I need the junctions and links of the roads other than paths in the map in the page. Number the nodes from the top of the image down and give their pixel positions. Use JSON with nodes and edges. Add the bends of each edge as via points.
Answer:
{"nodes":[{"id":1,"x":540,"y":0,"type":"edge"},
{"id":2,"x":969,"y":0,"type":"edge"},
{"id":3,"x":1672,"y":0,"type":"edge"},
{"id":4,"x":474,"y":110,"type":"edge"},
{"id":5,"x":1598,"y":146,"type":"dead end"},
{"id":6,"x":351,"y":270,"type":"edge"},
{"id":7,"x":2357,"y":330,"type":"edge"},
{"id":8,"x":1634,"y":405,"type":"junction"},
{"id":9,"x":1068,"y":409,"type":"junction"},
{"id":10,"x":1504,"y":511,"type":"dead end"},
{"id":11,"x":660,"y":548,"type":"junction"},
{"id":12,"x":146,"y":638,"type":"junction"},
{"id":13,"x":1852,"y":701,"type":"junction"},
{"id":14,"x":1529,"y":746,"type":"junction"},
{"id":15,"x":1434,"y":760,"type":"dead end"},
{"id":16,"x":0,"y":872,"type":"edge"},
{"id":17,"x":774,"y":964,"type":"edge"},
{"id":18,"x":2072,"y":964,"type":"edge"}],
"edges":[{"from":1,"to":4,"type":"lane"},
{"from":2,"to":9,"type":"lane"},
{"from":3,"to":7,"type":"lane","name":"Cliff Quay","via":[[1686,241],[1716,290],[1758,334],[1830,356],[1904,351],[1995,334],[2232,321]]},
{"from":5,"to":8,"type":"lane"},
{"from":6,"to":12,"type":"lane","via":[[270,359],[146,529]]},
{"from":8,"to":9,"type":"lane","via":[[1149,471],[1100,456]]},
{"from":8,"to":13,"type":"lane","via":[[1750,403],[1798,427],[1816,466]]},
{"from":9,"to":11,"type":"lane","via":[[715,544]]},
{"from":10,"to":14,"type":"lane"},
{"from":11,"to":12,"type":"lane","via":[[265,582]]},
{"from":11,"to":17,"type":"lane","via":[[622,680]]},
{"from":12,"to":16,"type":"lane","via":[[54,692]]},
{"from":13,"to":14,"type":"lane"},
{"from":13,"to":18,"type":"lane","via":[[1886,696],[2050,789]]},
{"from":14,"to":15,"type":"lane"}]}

+-------+

▶ [Your task]:
For the word "edges", state how many lines of the entries contain it, with nothing else.

▶ [Solution below]:
2